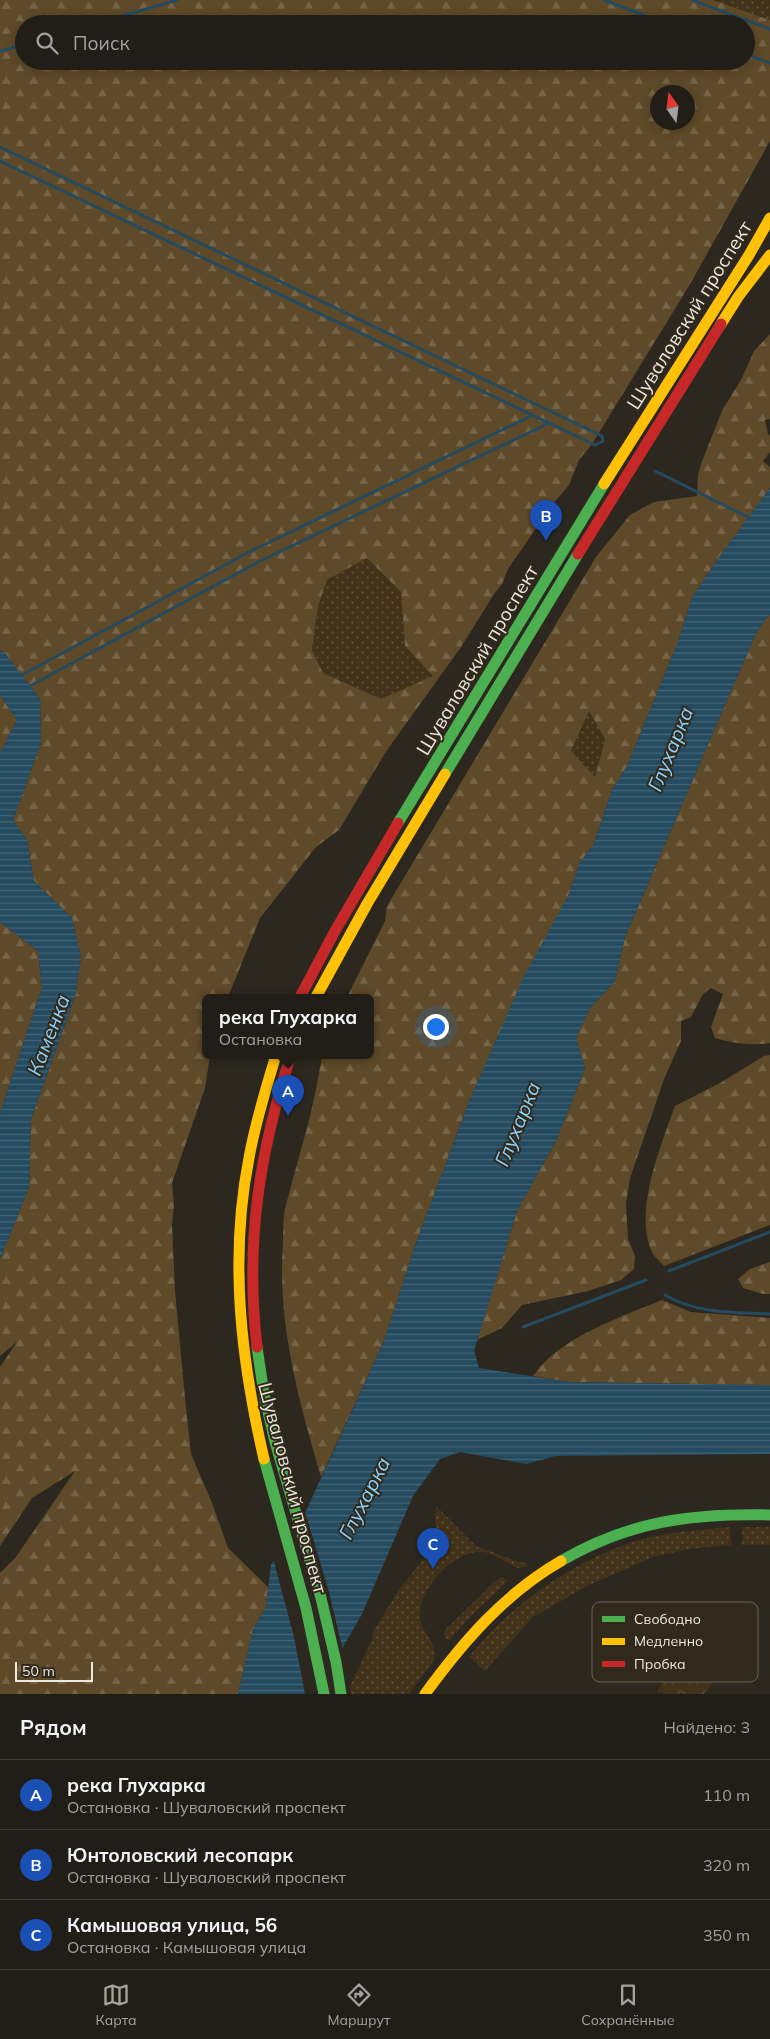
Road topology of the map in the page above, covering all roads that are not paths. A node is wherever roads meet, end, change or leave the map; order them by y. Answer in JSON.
{"nodes":[{"id":1,"x":770,"y":218,"type":"edge"},
{"id":2,"x":770,"y":255,"type":"edge"},
{"id":3,"x":302,"y":994,"type":"edge"},
{"id":4,"x":318,"y":994,"type":"edge"},
{"id":5,"x":275,"y":1059,"type":"edge"},
{"id":6,"x":290,"y":1059,"type":"edge"},
{"id":7,"x":770,"y":1515,"type":"edge"},
{"id":8,"x":324,"y":1694,"type":"edge"},
{"id":9,"x":341,"y":1694,"type":"edge"},
{"id":10,"x":425,"y":1694,"type":"edge"}],
"edges":[{"from":1,"to":3,"type":"main road","name":"Шуваловский проспект"},
{"from":2,"to":4,"type":"main road","name":"Шуваловский проспект"},
{"from":5,"to":8,"type":"main road","name":"Шуваловский проспект"},
{"from":6,"to":9,"type":"main road","name":"Шуваловский проспект"},
{"from":7,"to":10,"type":"main road"}]}
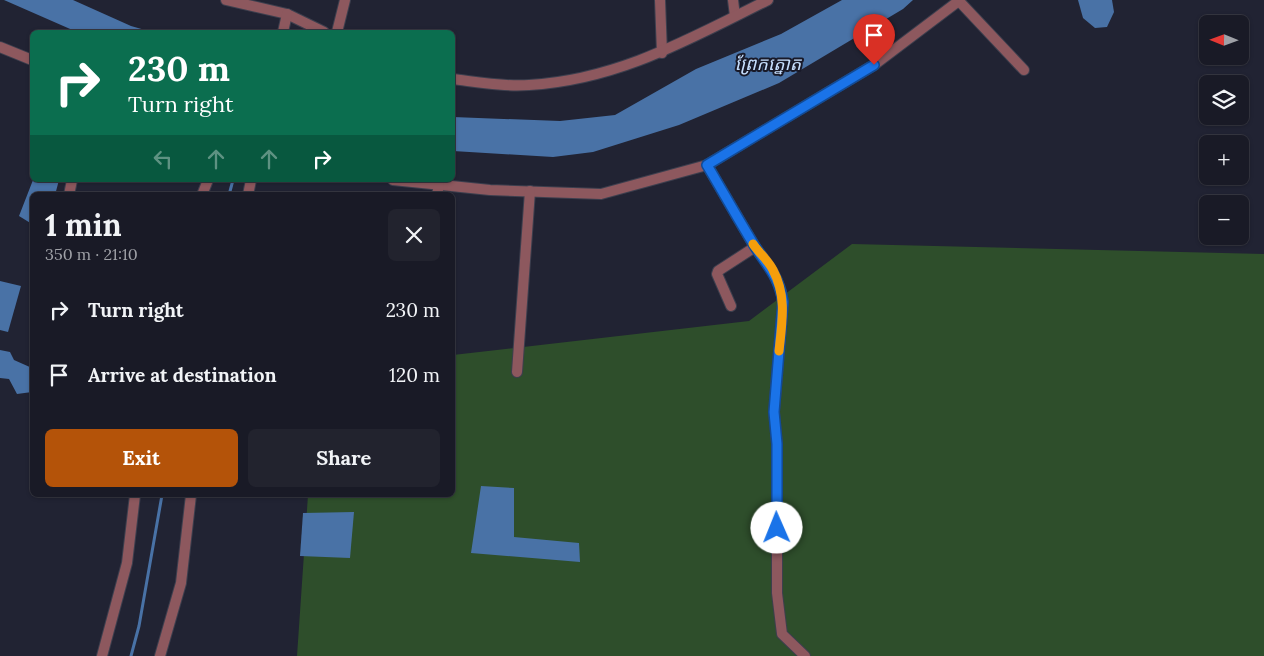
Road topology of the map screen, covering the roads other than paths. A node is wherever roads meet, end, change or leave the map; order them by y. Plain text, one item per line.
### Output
--- --- ---
**Your goal**
Could you copy exactly the lines from the one containing "Road topology of the map screen, covering" through the end of the records above, and nothing more?

**Your solution**
Road topology of the map screen, covering the roads other than paths. A node is wherever roads meet, end, change or leave the map; order them by y. Plain text, one item per line.
### Output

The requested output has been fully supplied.